Dabei kamen Gäste zweier völlig unterschiedlicher Interessensgebiete voll auf
ihre Kosten: Massen an medizinisch- sowie Kunstinteressierten Besuchern
überrannten das Verlagsgebäude fast und verstopften die engen Flure
regelrecht. Die Verlagsangestellten waren teilweise überfordert: „So einen
Ansturm haben wir nicht erwartet“, so eine Verlagsangestellte, die kurzerhand
zur Kunstführerin ernannt wurde und den Besuchern mehr über Beziehung und
Umgang der Angestellten als über die Werke selbst erzählen konnte. So bekamen
die Besucher mehr amüsante Anekdoten aus dem Alltag zu hören als trockene
Kunsttheorie. Auch mal eine sympathische Abwechslung - schließlich kann man alles
Wissenswerte heutzutage selber mit einem Mausklick schnell herausfinden.

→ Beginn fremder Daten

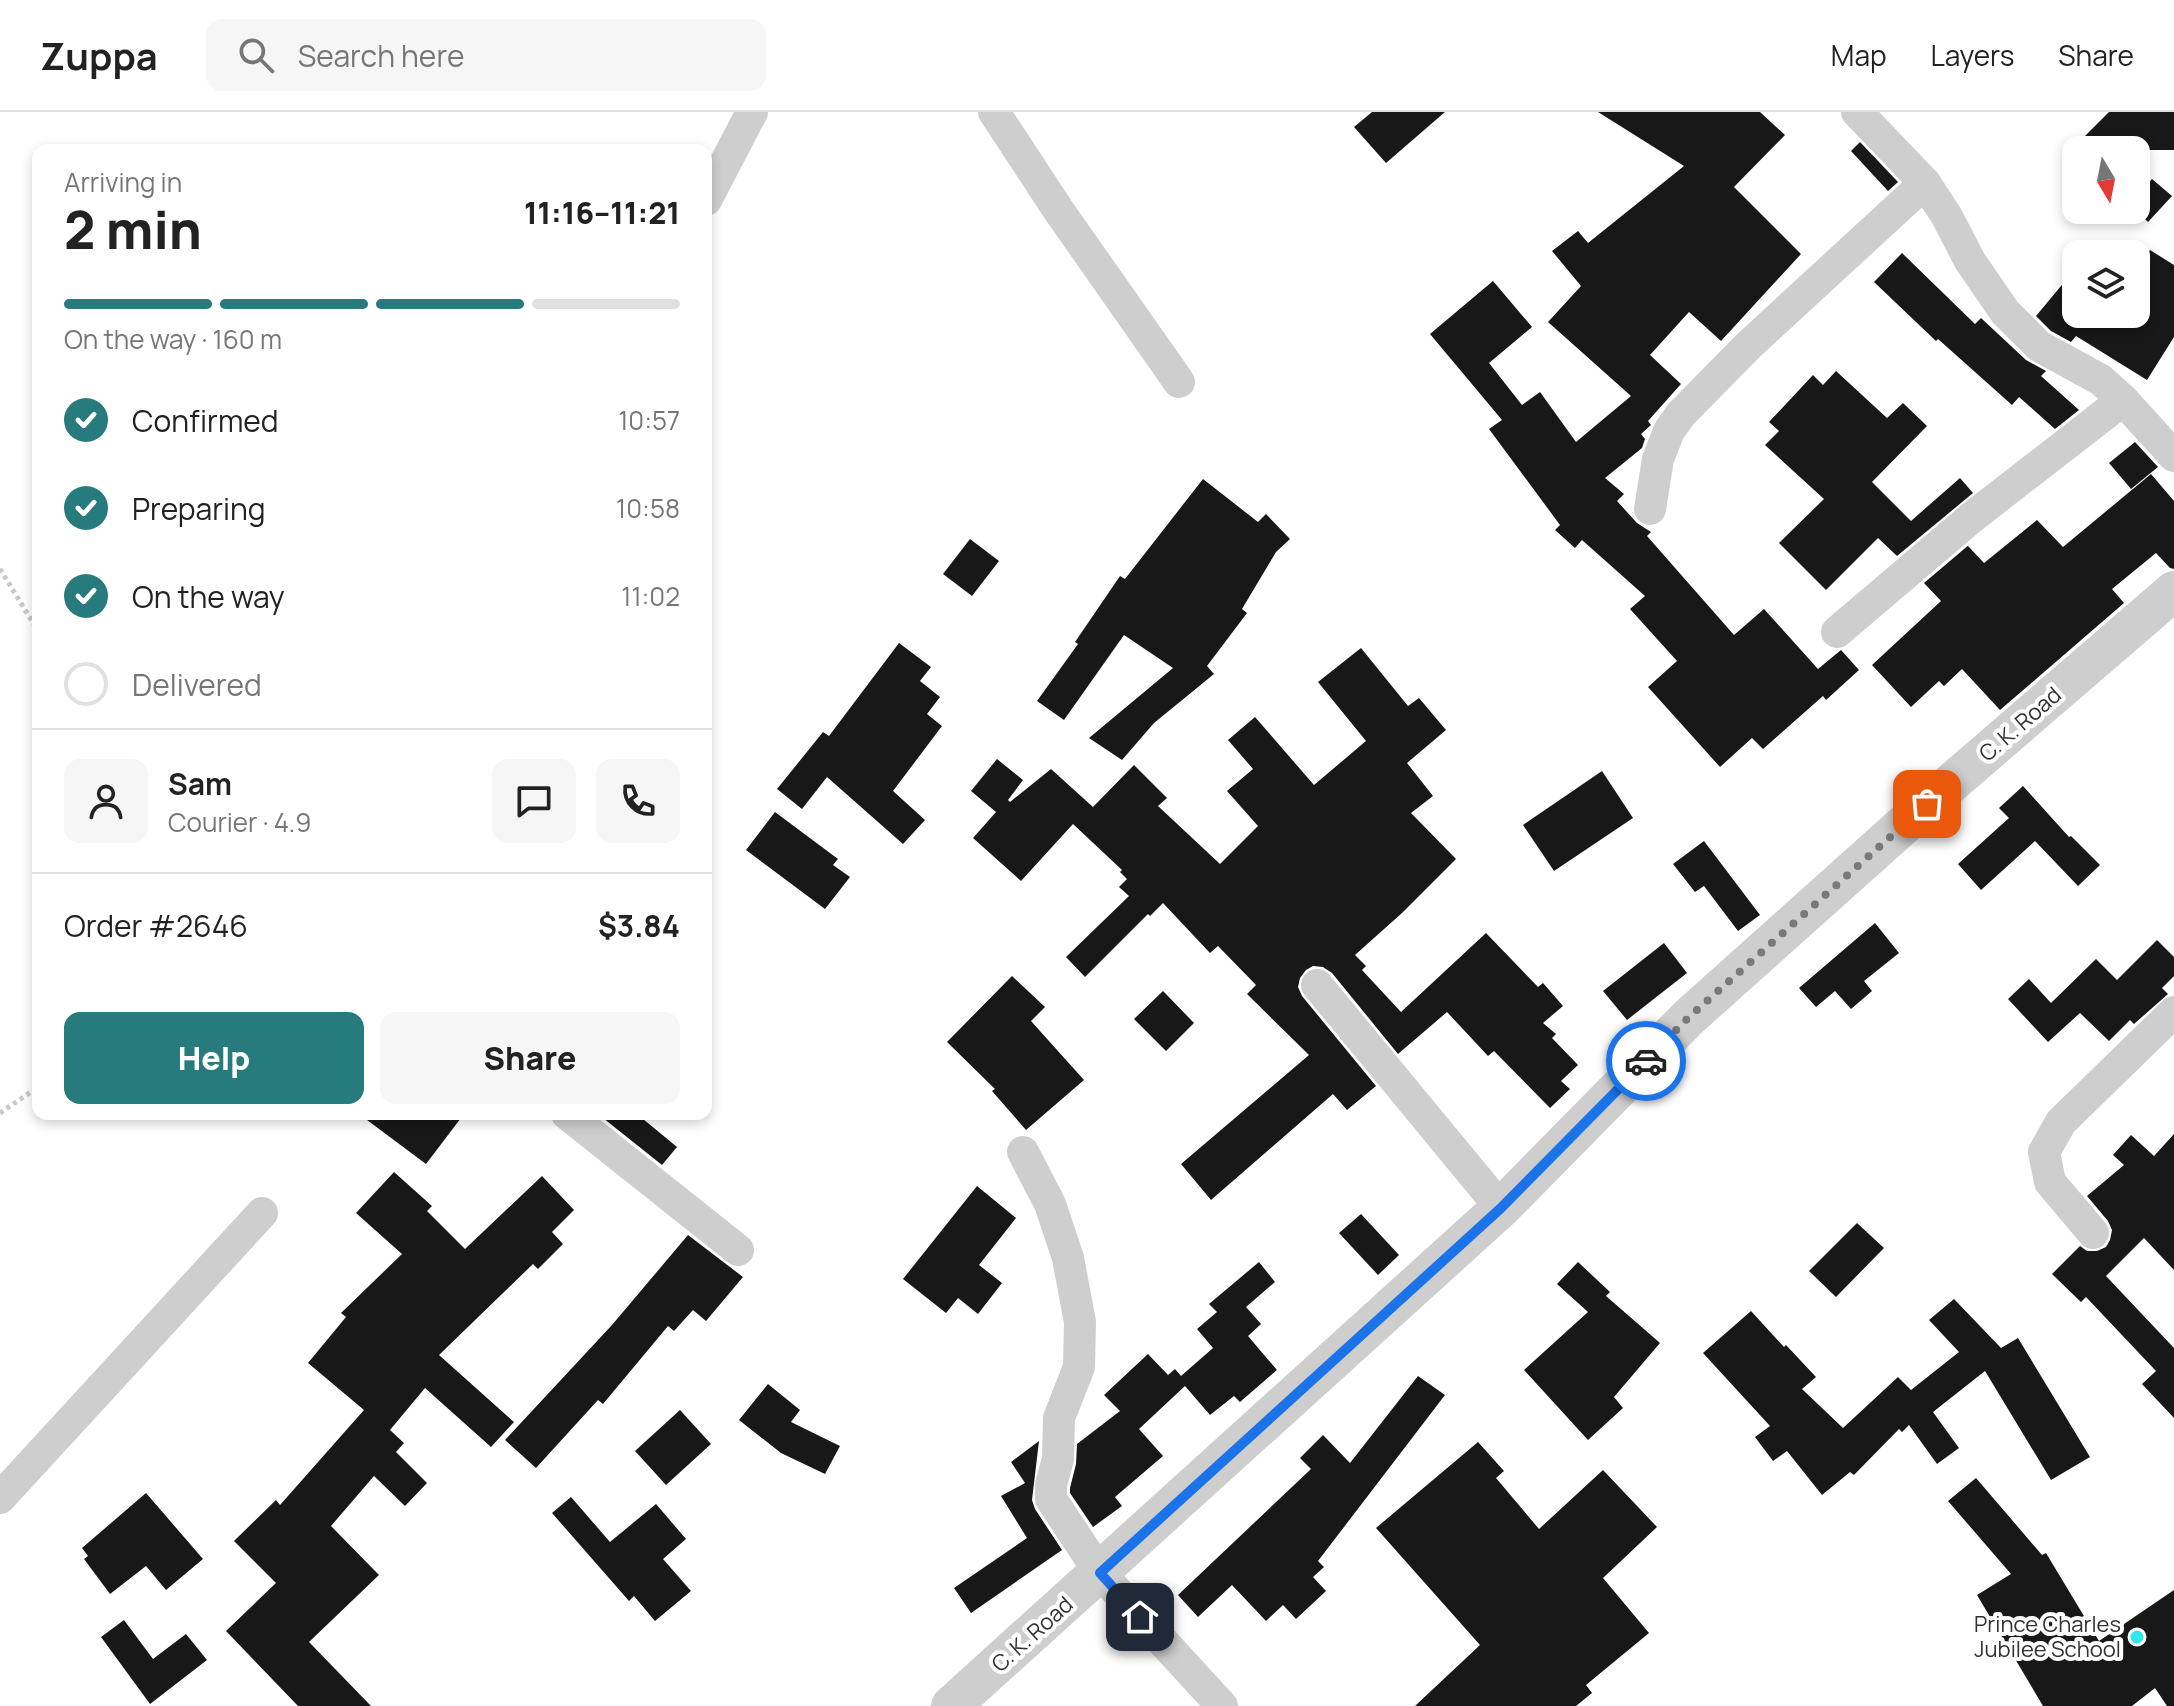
<!DOCTYPE html>
<html lang="en">
<head>
<meta charset="utf-8">
<style>
	body { margin:0; font-family:Manrope,sans-serif; background:#f6f6f6; color:#222; height:100vh; display:flex; flex-direction:column; font-size:30px; white-space:nowrap }
	* { box-sizing:border-box; margin:0 }
	p { font-size:26px; color:#767676 }
	.icon { flex:none; width:44px; height:44px; fill:none; stroke:currentColor; stroke-width:2; stroke-linecap:round; stroke-linejoin:round }
	.map { position:relative; flex:1; overflow:hidden }
	.drawer { position:absolute; left:32px; top:32px; width:680px; height:976px; display:flex; flex-direction:column; background:#fff; border-radius:16px; box-shadow:0 4px 12px #0003 }
	.drawer>* { flex:none }
	.needle { width:52px; rotate:170deg }
	.buttons { position:absolute; left:2062px; top:24px; display:grid; gap:16px }
	.buttons a { display:grid; place-items:center; width:88px; height:88px; border-radius:16px; background:#fff; box-shadow:0 4px 12px #0003; font-size:40px }
	.pin { position:absolute; display:grid; place-items:center; width:68px; height:68px; color:#fff; margin:-34px; border-radius:16px; box-shadow:0 4px 12px #0006 }
	.courier { position:absolute; display:grid; place-items:center; width:80px; height:80px; margin:-40px; border:6px solid #1a73e8; border-radius:50%; background:#fff; color:#222; box-shadow:0 2px 10px #0007 }
	.summary em { font-style:normal; font-weight:800 }
	.summary div { display:flex; flex-direction:column-reverse }
	.summary { display:flex; align-items:center; justify-content:space-between; height:136px; padding:0 32px }
	h1 { font-size:52px; font-weight:800; line-height:60px }
	.bar { display:grid; grid-template-columns:repeat(4,1fr); gap:12px 8px; align-content:center; height:96px; padding:0 32px }
	.bar i { height:10px; border-radius:6px; background:#e0e0e0 }
	.bar .on { background:#277b7d }
	.bar p { grid-column:span 4 }
	.line { display:flex; align-items:center; gap:20px; padding:0 32px; border-top:2px solid #e0e0e0 }
	.line div { flex:1 }
	.round { display:grid; place-items:center; flex:none; width:84px; height:84px; border-radius:16px; background:#f6f6f6 }
	ol { padding:0 32px; list-style:none }
	li { display:flex; align-items:center; gap:24px; height:88px }
	li p { margin-inline-start:auto }
	li .icon { padding:8px; border-radius:50%; background:#277b7d; color:#fff; stroke-width:4 }
	li:last-child { color:#767676 }
	li i { width:44px; height:44px; border:4px solid #e0e0e0; border-radius:50% }
	.button { display:flex; gap:16px; margin-top:auto; padding:16px 32px }
	.button a { flex:1; height:92px; border-radius:16px; background:#277b7d; color:#fff; font-size:32px; font-weight:800; line-height:92px; text-align:center }
	.button a+a { background:#f6f6f6; color:#222 }
	header { display:flex; align-items:center; gap:48px; box-sizing:border-box; height:112px; padding:0 40px; background:#fff; border-bottom:2px solid #e0e0e0 }
	header strong { font-size:38px }
	nav { display:flex; gap:44px; margin-inline-start:auto; font-size:28px }
	.search { width:560px; height:72px; background:#f6f6f6; display:flex; align-items:center; gap:20px; box-sizing:border-box; padding:0 28px; border-radius:16px; color:#767676; font-size:30px }
	.map>svg:first-child { display:block }
	.building { fill:#181818 }
	.lines { fill:none; stroke-linecap:round; stroke-linejoin:round }
	.path { stroke:#c8c8c8; stroke-width:5; stroke-dasharray:4 4; stroke-linecap:butt }
	.minor { stroke:#cecece; stroke-width:32 }
	.tertiary { stroke:#cecece; stroke-width:40 }
	.done { stroke:#797979; stroke-width:8; stroke-dasharray:0 14.4 }
	.route { stroke:#1a73e8; stroke-width:10 }
	.poi-dot { fill:#2ee8ec; stroke:#fff; stroke-width:3 }
	.labels { text-anchor:middle; stroke-width:8; stroke-linejoin:round; paint-order:stroke }
	.street-label { font-size:22px; fill:#313131; stroke:#fff }
	.poi-label { font-size:22px; fill:#313131; stroke:#fff; text-anchor:end }
</style>
</head>
<body>
<header>
<strong>Zuppa</strong>
<div class="search"><svg class="icon" aria-label="search" viewBox="0 0 24 24"><circle cx="10" cy="10" r="6"/><path d="M15 15l6 6"/></svg>Search here</div>
<nav><a>Map</a><a>Layers</a><a>Share</a></nav>
</header>
<div class="map">
<svg width="2174" height="1594" viewBox="0 0 2174 1594">
	<rect width="100%" height="100%" fill="#fff"/>
	<g class="building">
		<path d="M1372,0H1445L1386,51L1354,15Z"/>
		<path d="M1598,0H1760L1785,23L1734,75L1801,142L1721,229L1689,200L1650,243L1681,272L1648,309L1651,313L1641,322L1645,327L1642,336L1605,366L1624,382L1617,389L1637,411L1651,420L1647,424L1734,523L1764,497L1818,557L1841,538L1859,558L1826,588L1823,584L1763,637L1752,626L1720,655L1648,575L1677,549L1630,497L1645,484L1582,428L1575,436L1555,418L1560,413L1489,317L1502,308L1430,222L1493,169L1532,215L1489,251L1522,293L1540,280L1576,330L1631,284L1548,210L1581,174L1552,139L1578,119L1588,131L1684,54Z"/>
		<path d="M2109,0H2174V38H2071Z"/>
		<path d="M1860,30L1898,70L1888,79L1851,39Z"/>
		<path d="M2152,67L2172,84L2148,110L2136,98V84Z"/>
		<path d="M2150,138L2174,153V225L2147,268L2076,224L2071,230L2051,219L2036,204L2076,156V202H2136V160Z"/>
		<path d="M1902,141L1975,212L1981,206L2026,248L2046,259L2041,264L2079,298L2055,317L2019,285L2012,293L1938,227L1936,229L1874,170Z"/>
		<path d="M1836,259L1887,306L1903,291L1927,314L1872,370L1911,409L1960,366L1973,381L1897,444L1878,426L1826,478L1779,431L1824,387L1765,333L1779,319L1769,310L1813,263L1823,273Z"/>
		<path d="M2135,330L2158,355L2131,377L2109,351Z"/>
		<path d="M2151,362L2174,389V457L2170,456L2156,441L2112,477L2124,491L2000,598L1962,557L1944,574L1939,569L1911,595L1872,553L1941,489L1924,471L1970,432L1968,434L1984,451L2037,408L2063,435Z"/>
		<path d="M1203,367L1258,410L1266,402L1290,427L1276,440L1242,497L1247,501L1207,554L1214,562L1154,611L1122,648L1089,626L1173,556L1124,523L1064,608L1037,589L1078,532L1075,530L1120,464L1125,467Z"/>
		<path d="M970,427L999,449L972,484L943,462Z"/>
		<path d="M899,531L931,555L920,569L940,585L927,602L942,614L893,679L925,708L903,732L827,665L802,697L777,677L823,620L829,624Z"/>
		<path d="M1361,536L1408,594L1419,586L1446,618L1407,651L1433,684L1411,701L1456,747L1402,801L1355,843L1366,854L1362,858L1401,900L1486,821L1538,875L1543,871L1563,894L1543,911L1556,922L1552,926L1578,953L1561,969L1570,977L1550,996L1494,939L1488,944L1447,900L1398,942L1332,861L1323,855L1313,854L1306,858L1300,866L1298,875L1302,884L1376,974L1347,998L1333,982L1211,1088L1181,1052L1309,943L1247,882L1256,873L1218,834L1210,841L1163,791L1150,804L1148,802L1085,865L1066,845L1129,784L1119,775L1127,767L1120,760L1122,758L1073,712L1021,769L973,726L996,700L971,679L997,647L1023,668L1008,688L1010,690L1051,657L1093,695L1134,653L1167,686L1158,694L1220,752L1258,714L1227,679L1253,657L1228,628L1255,605L1314,673L1366,629L1318,570Z"/>
		<path d="M1602,659L1633,706L1554,759L1523,713Z"/>
		<path d="M2023,674L2069,725L2071,724L2100,753L2078,774L2035,729L1981,778L1958,752L2009,706L1999,696Z"/>
		<path d="M775,700L838,747L833,753L850,765L825,797L746,738Z"/>
		<path d="M1704,729L1760,803L1738,819L1704,774L1695,780L1673,752Z"/>
		<path d="M1875,811L1899,841L1864,869L1872,879L1851,897L1835,879L1816,895L1799,876Z"/>
		<path d="M2157,828L2174,845V864L2162,876L2168,882L2134,912L2130,908L2109,929L2080,901L2048,930L2008,887L2029,867L2051,891L2096,847L2117,868Z"/>
		<path d="M1664,831L1687,861L1627,908L1603,879Z"/>
		<path d="M1012,864L1045,895L1031,909L1084,968L1026,1018L992,979L995,977L947,930Z"/>
		<path d="M1163,879L1194,911L1166,939L1134,907Z"/>
		<path d="M359,1002H464L426,1052Z"/>
		<path d="M598,1002H637L677,1035L662,1053Z"/>
		<path d="M2174,1022V1158L2144,1126L2106,1164L2174,1236V1306L2142,1272L2156,1259L2086,1185L2081,1190L2052,1162L2080,1134L2087,1139H2097L2106,1135L2110,1128L2112,1118L2108,1109L2087,1084L2124,1053L2113,1043L2131,1023L2154,1044Z"/>
		<path d="M394,1060L432,1094L427,1099L465,1137L542,1064L574,1098L552,1120L563,1132L538,1157L533,1152L439,1243L514,1310L491,1335L425,1276L390,1318L404,1331L396,1340L427,1371L405,1394L374,1364L331,1414L379,1463L309,1530L371,1594H298L226,1519L276,1471L234,1429L276,1388L280,1393L364,1298L308,1251L346,1205L341,1201L402,1142L356,1101Z"/>
		<path d="M977,1074L1016,1106L979,1153L1002,1171L978,1202L958,1186L946,1201L903,1167Z"/>
		<path d="M1361,1102L1399,1143L1378,1163L1339,1121Z"/>
		<path d="M1857,1111L1884,1136L1836,1185L1809,1159Z"/>
		<path d="M688,1123L743,1165L706,1209L693,1198L674,1219L668,1214L603,1292L598,1288L536,1356L505,1328L612,1213Z"/>
		<path d="M1259,1150L1275,1170L1246,1195L1261,1212L1248,1224L1277,1258L1240,1290L1234,1284L1210,1303L1185,1274L1139,1317L1163,1344L1115,1385L1122,1394L1093,1415L1070,1381V1376L1076,1352L1077,1332L1120,1299L1104,1283L1148,1242L1168,1263L1175,1257L1181,1264L1213,1236L1197,1217L1217,1200L1209,1192Z"/>
		<path d="M1578,1150L1610,1180L1606,1184L1660,1231L1614,1285L1623,1296L1588,1328L1524,1258L1588,1200L1557,1172Z"/>
		<path d="M1954,1187L2001,1236L2018,1226L2090,1345L2051,1368L1985,1259L1933,1300L1959,1336L1937,1352L1909,1313L1902,1320L1899,1317L1854,1363L1850,1360L1822,1383L1787,1339L1773,1349L1755,1325L1770,1314L1703,1241L1751,1199L1784,1235L1786,1233L1816,1265L1802,1277L1843,1316L1898,1265L1911,1278L1959,1240L1929,1208Z"/>
		<path d="M1418,1264L1445,1283L1318,1449L1324,1455L1313,1465L1326,1479L1296,1507L1283,1493L1266,1509L1232,1473L1198,1505L1178,1483L1311,1357L1300,1346L1323,1323L1350,1351Z"/>
		<path d="M768,1272L800,1298L791,1310L840,1334L825,1362L781,1341L739,1308Z"/>
		<path d="M680,1298L711,1332L666,1373L635,1339Z"/>
		<path d="M1039,1329L1032,1388L1035,1397L1062,1438L971,1501L954,1476L1027,1426L1001,1384L1025,1371L1011,1350Z"/>
		<path d="M1478,1330L1504,1359L1496,1366L1539,1417L1603,1358L1657,1415L1603,1466L1649,1521L1586,1573L1592,1581L1576,1594H1415L1480,1533L1376,1416Z"/>
		<path d="M1976,1366L2042,1443L2046,1441L2099,1529L2174,1478V1594H2167L2155,1576L2132,1594H2043L1977,1483L2011,1462L1948,1389Z"/>
		<path d="M146,1381L203,1447L166,1478L146,1454L110,1482L84,1447L88,1444L82,1436Z"/>
		<path d="M571,1385L610,1430L656,1392L686,1427L663,1447L691,1479L655,1509L634,1484L629,1489L552,1401Z"/>
		<path d="M124,1508L153,1547L186,1522L207,1548L150,1592L101,1525Z"/>
	</g>
	<g class="lines">
		<g class="path">
			<path d="M0,457L38,519"/>
			<path d="M0,1001L38,975"/>
		</g>
		<g class="minor">
			<path d="M994,0L1059,99L1179,270"/>
			<path d="M1857,0L1925,71L1946,103L1970,149L2005,200L2039,234L2101,268L2123,288L2174,344"/>
			<path d="M706,88L752,0"/>
			<path d="M1650,397L1658,347L1669,319L1681,302L1749,233L1925,71"/>
			<path d="M1837,520L1971,406L2123,288"/>
			<path d="M1317,873L1501,1096"/>
			<path d="M567,1002L738,1138"/>
			<path d="M1023,1040L1050,1092L1068,1146L1080,1210L1079,1255L1059,1306L1058,1347L1051,1373V1387L1100,1461L1222,1594"/>
			<path d="M2093,1121L2050,1070L2044,1040L2061,1010L2174,900"/>
			<path d="M0,1386L262,1101"/>
		</g>
		<path class="tertiary" d="M951,1594L1501,1096L1688,906L1927,692L2174,479"/>
	</g>
	<g class="lines">
		<path class="done" d="M1646,949L1688,906L1927,692"/>
		<path class="route" d="M1140,1505L1100,1461L1501,1096L1646,949"/>
	</g>
	<circle class="poi-dot" cx="2137" cy="1525" r="8"/>
	<g class="labels">
		<g class="street-label">
			<text transform="translate(2020 612) rotate(-41)" y="8">C. K. Road</text>
			<text transform="translate(1032 1522) rotate(-42)" y="8">C. K. Road</text>
		</g>
		<g class="poi-label">
			<text x="2121" y="1520">Prince Charles<tspan x="2121" dy="25">Jubilee School</tspan></text>
		</g>
	</g>
</svg>
<div class="buttons">
<a><svg class="needle" viewBox="-14 -14 28 28"><path d="M0-13l5 13h-10z" fill="#e53935"/><path d="M0 13l5-13h-10z" fill="#767676"/></svg></a>
<a><svg class="icon" aria-label="layers" viewBox="0 0 24 24"><path d="M12 4l9 5-9 5-9-5zM3 14l9 5 9-5"/></svg></a>
</div>
<div class="pin" style="left:1927px;top:692px;background:#ea580c"><svg class="icon" aria-label="bag" viewBox="0 0 24 24"><path d="M5 8h14l-1 12H6zM9 8a3 3 0 0 1 6 0"/></svg></div>
<div class="pin" style="left:1140px;top:1505px;background:#1f2937"><svg class="icon" aria-label="home" viewBox="0 0 24 24"><path d="M3 11l9-7 9 7M6 9v11h12V9"/></svg></div>
<div class="courier" style="left:1646px;top:949px"><svg class="icon" aria-label="car" viewBox="0 0 24 24"><path d="M5 17H2v-5l4-1 3-4h7l3 4 3 1v5h-3M9 17h6M6 11h13"/><circle cx="7" cy="17" r="2"/><circle cx="17" cy="17" r="2"/></svg></div>
<section class="drawer">
<div class="summary"><div><h1>2 min</h1><p>Arriving in</p></div><em>11:16–11:21</em></div>
<div class="bar"><i class="on"></i><i class="on"></i><i class="on"></i><i></i><p>On the way · 160 m</p></div>
<ol>
<li><svg class="icon" aria-label="check" viewBox="0 0 24 24"><path d="M5 12l5 5 9-10"/></svg>Confirmed<p>10:57</p></li>
<li><svg class="icon" aria-label="check" viewBox="0 0 24 24"><path d="M5 12l5 5 9-10"/></svg>Preparing<p>10:58</p></li>
<li><svg class="icon" aria-label="check" viewBox="0 0 24 24"><path d="M5 12l5 5 9-10"/></svg>On the way<p>11:02</p></li>
<li><i></i>Delivered</li>
</ol>
<div class="line" style="height:144px"><a class="round"><svg class="icon" aria-label="person" viewBox="0 0 24 24"><circle cx="12" cy="8" r="4"/><path d="M4 21q1-7 8-7t8 7"/></svg></a><div><b>Sam</b><p>Courier · 4.9</p></div><a class="round"><svg class="icon" aria-label="chat" viewBox="0 0 24 24"><path d="M4 5h16v11H9l-5 4z"/></svg></a><a class="round"><svg class="icon" aria-label="phone" viewBox="0 0 24 24"><path d="M5 4h4l2 5-3 2q2 4 5 5l2-3 5 2v4C11 20 4 13 5 4z"/></svg></a></div>
<div class="line" style="height:104px"><div>Order #2646</div><b>$3.84</b></div>
<div class="button"><a>Help</a><a>Share</a></div>
</section>
</div>
</body>
</html>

Es wurde beispielsweise beschrieben, wie ein großes Bild mit grauen Flächen des
Künstlers Ulrich Erben quasi von einer anderen Stelle in einen engen Flur
„strafversetzt“ wurde, weil es den Angestellten und Mitarbeitern des Verlags
beim Kafeemachen (es stand vor der Kaffeemaschine) nicht weiter den Tag
„vergrauen“ sollte. Die Verlegerfamilie hat daraufhin eine offene Debatte
angefangen, um dieses Thema im Einvernehmen mit der Belegschaft zu klären –
woraufhin eine Verlegung des Bildes beschlossen wurde.
Erzählt wurde natürlich auch, wie die Sammlung zustande kam. So hat der
Thieme-Verleger Günter Hauff in der Nachkriegszeit angefangen, Kunstwerke aus
purer Liebhaberei zu ersteigern, ohne jeden Hintergedanken oder dem
Vorhaben, eine Sammlung aufzubauen. Dass er gerade zu dieser Zeit wohl nichts Besseres
hat machen können, kann man u.a. an der Tatsache erkennen, dass die Sammlung
Werke weltberühmter Künstler wie Otto Dix beinhaltet. Die Werke des kurz nach
dem Krieg ausgehungerten und im Fast-Exil auf der Höri-Halbinsel am Bodensee
nahe der Schweizer Grenze lebenden großen Deutschen Künstlers waren in dieser
Zeit zu Spottpreisen erhältlich, teilweise sogar als Tauschware.
Viel Spaß beim virtuellen Rundgang durch die Kunstausstellung im Thieme-Verlag
in unserer Galerie (siehe oben).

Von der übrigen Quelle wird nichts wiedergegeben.